How I Survived a Chinese “Reeducation” Camp by Gulbahar Haitiwaji & Rozenn Morgat
New York. Seven Stories Press. 2022. 235 pages.
AS TOLD TO journalist Rozenn Morgat by Gulbahar Haitiwaji, and beautifully translated by Edward Gauvin, this is a current and deeply disturbing personal account of being targeted as a Muslim Uyghur immigrant to France, lured back to China, and incarcerated for three years in government prison and “reeducation camps.” Early in her incarceration, Gulbahar, which means “spring flower,” says to herself, “In my secret garden, amid my memories, I’d dug up a little square of dirt. There I planted the seeds of my resistance.” This memoir puts a much-needed face on abstract world news about the upwards of one million men and women estimated to have been taken from their families and jobs, imprisoned in camps, and “reeducated” in western China.
A story of individual survival—of starvation, brainwashing, forced sterilization, and other abuses told and untold—the narrative traces in stark relief the massive effort through which the Chinese government seeks to erase the cultural ties of ethnic and religious minorities—especially Muslims—perceived as detracting from unified national goals of economic expansion and political influence across Asia and Europe. But Gulbahar’s story also illuminates the terrifying hold the government seeks over Uyghur voices outside the country, to control global narratives as well as the domestic one. Though she had had no previous political interest or involvement herself, Gulbahar’s daughter and husband had protested Chinese government treatment of Uyghurs on social media. Gulbahar was explicitly held hostage to manage her family’s and the expatriate community’s voices. Gulbahar’s family, both in France and in China, were all, in turn, also effectively held hostage, muzzled in fear for Gulbahar’s and their own safety. Her family in France stopped speaking about her on social media.

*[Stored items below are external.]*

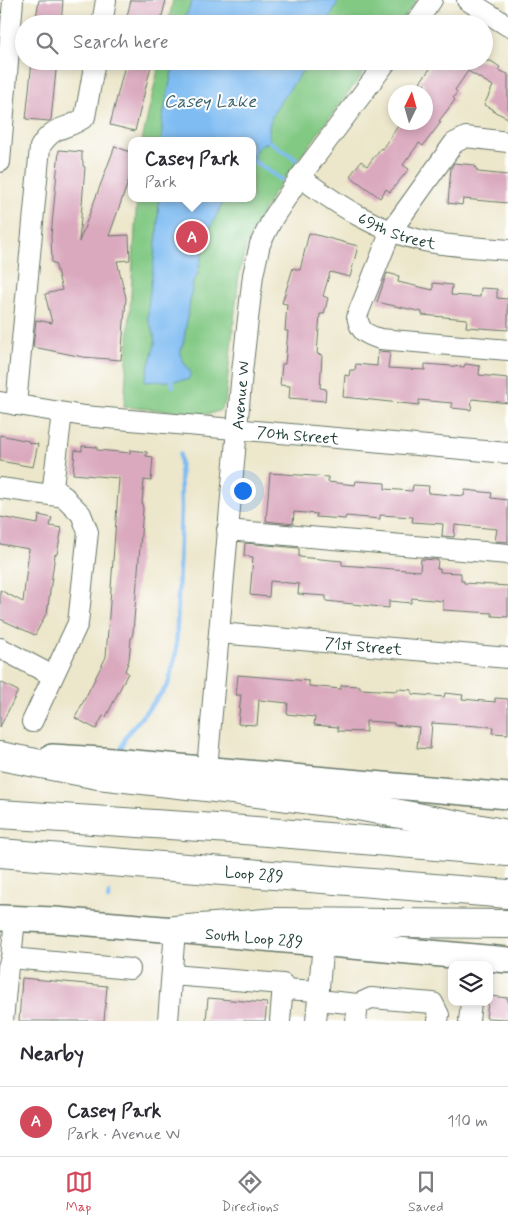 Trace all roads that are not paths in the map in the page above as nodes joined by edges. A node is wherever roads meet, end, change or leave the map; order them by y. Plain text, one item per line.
1 (13, 0) edge
2 (106, 0) edge
3 (432, 0) edge
4 (467, 0) edge
5 (104, 15) edge
6 (421, 15) edge
7 (491, 15) edge
8 (493, 16) edge
9 (508, 26) edge
10 (93, 70) edge
11 (379, 70) edge
12 (508, 142) edge
13 (0, 162) edge
14 (300, 177) junction
15 (391, 231) junction
16 (508, 250) edge
17 (508, 350) edge
18 (8, 404) edge
19 (62, 413) junction
20 (236, 430) junction
21 (508, 453) edge
22 (0, 488) edge
23 (65, 497) junction
24 (227, 530) junction
25 (508, 554) edge
26 (219, 633) junction
27 (0, 648) edge
28 (508, 658) edge
29 (53, 676) junction
30 (32, 722) dead end
31 (0, 755) edge
32 (207, 769) junction
33 (508, 796) edge
34 (0, 814) edge
35 (508, 834) edge
36 (508, 852) edge
37 (0, 853) edge
38 (508, 894) edge
39 (8, 918) edge
40 (508, 924) edge
41 (175, 930) junction
42 (323, 943) junction
43 (11, 958) junction
44 (508, 960) edge
45 (475, 961) edge
46 (130, 969) dead end
47 (172, 975) junction
48 (282, 989) junction
49 (318, 995) junction
50 (471, 1006) edge
51 (357, 1013) edge
52 (3, 1021) edge
53 (168, 1021) edge
54 (280, 1021) edge
55 (316, 1021) edge
56 (438, 1021) edge
57 (469, 1021) edge

1 - 13 street
2 - 5 street
3 - 6 street
4 - 7 street
8 - 9 street
10 - 18 street
11 - 14 street, Avenue W
12 - 15 street
14 - 15 street, 69th Street
14 - 20 street, Avenue W
15 - 16 street, 69th Street
15 - 17 street
18 - 19 street, 70th Street
19 - 20 street, 70th Street
19 - 23 street
20 - 21 street, 70th Street
20 - 24 street, Avenue W
22 - 23 street
23 - 29 street
24 - 25 street
24 - 26 street, Avenue W
26 - 28 street, 71st Street
26 - 32 street, Avenue W
27 - 29 street
29 - 30 street
31 - 32 main road
31 - 35 highway
32 - 33 main road
34 - 36 highway
37 - 38 highway, Loop 289
39 - 41 main road, South Loop 289
39 - 43 street
40 - 41 highway
41 - 42 main road, South Loop 289
41 - 47 street
42 - 45 main road, South Loop 289
42 - 49 street
43 - 46 street
43 - 52 street
44 - 45 main road, South Loop 289
47 - 48 street
47 - 53 street
48 - 49 street
48 - 54 street
49 - 51 street
49 - 55 street
50 - 57 street
51 - 56 street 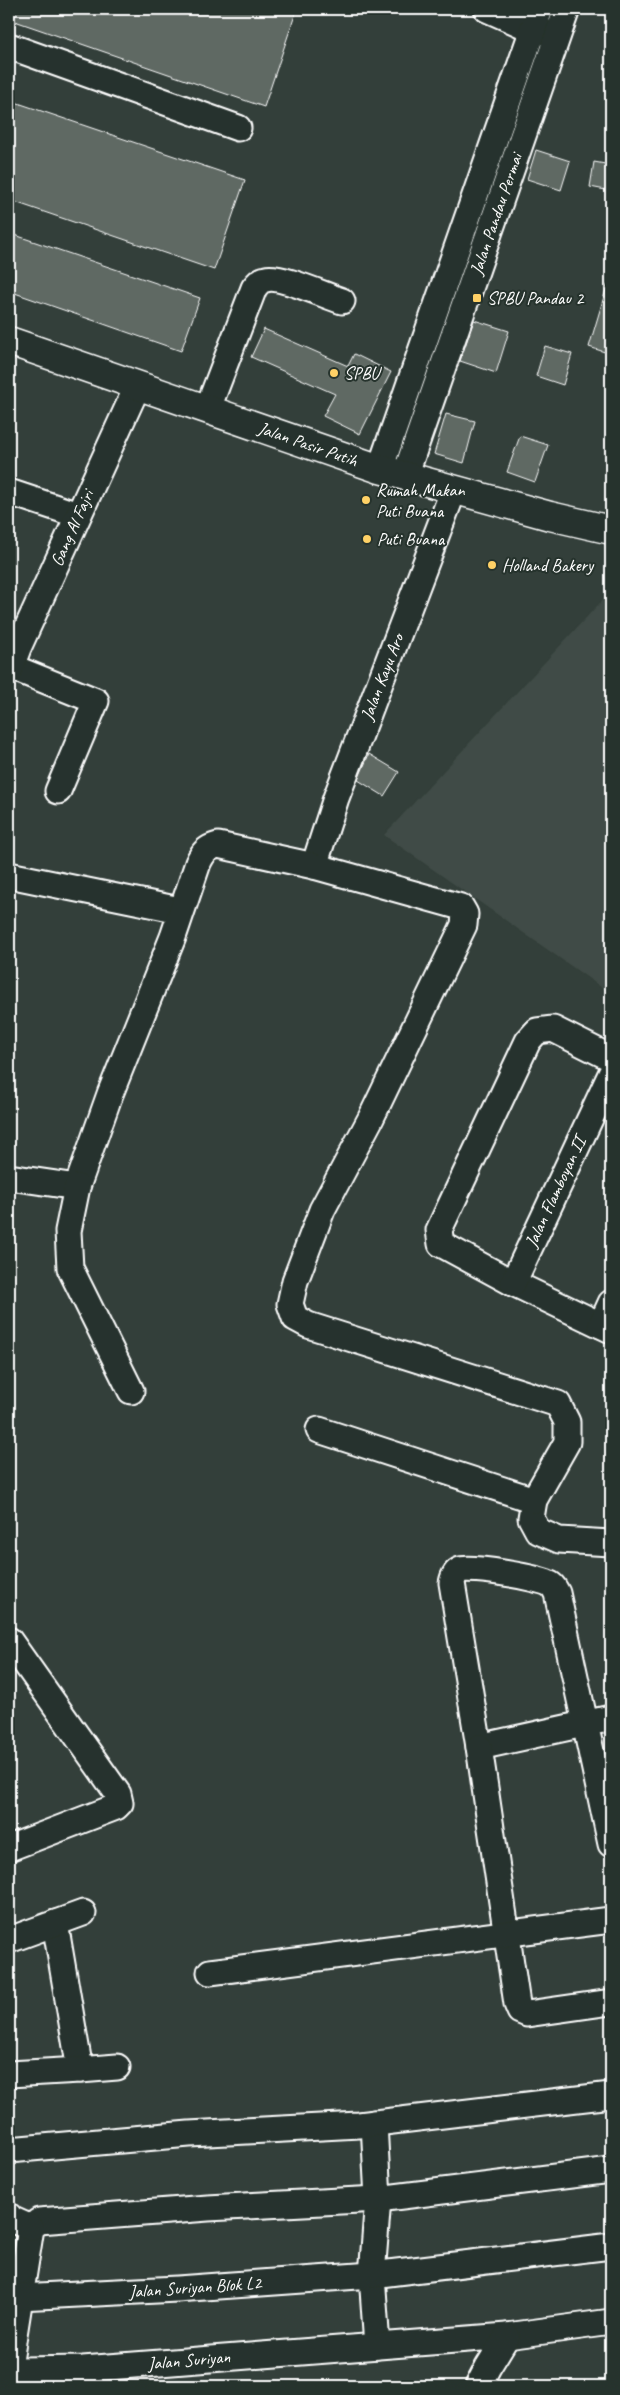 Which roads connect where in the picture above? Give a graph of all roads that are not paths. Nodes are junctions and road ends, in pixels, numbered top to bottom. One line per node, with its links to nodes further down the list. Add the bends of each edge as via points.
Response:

With one million incarcerated, often on such vague charges as “praying,” millions more family members, inside and outside China, might be controlled. When Gulbahar was finally allowed to return home to France, she found freedom “bitter.” She had had to make false statements to secure her own release. Friends in the Uyghur-French community now met her with caution, whispering that she must be a collaborator and her home “bugged.” Her survival was not without great cost; she felt China had won.
With the exception of the preface and a brief afterword written by Rozenn Morgat, this co-authored book is presented in Gulbahars’s voice; her clear-eyed witness and detailed memories power this tale. At times, particularly when her very personal account shifts into detailed political context or historical background, I was pulled off-center, unsure if the “research information voice” was the journalist’s or Gulbahar’s. A narrative structure better distinguishing these different elements might have clarified the authorial voice(s).
The woman pictured on the front of this book debated right up to publication whether to use her own face and name. After reading this—almost in one sitting—I understood why. On her final flight home to reunite with her family, Gulbahar thinks, “part of my soul, too, was still wandering in the frigid hallways of Baijiantan, sitting in the courtroom where the policeman who judged me was, no doubt, passing judgment on other innocent people. . . . The madness sweeping our planet had forever torn me from the peaceful life I’d once lived.” Gulbahar’s is a brave and important voice; her choice to lay her name and face bare to speak as loudly as possible calls us, in turn, to witness, to amplify, to not look away.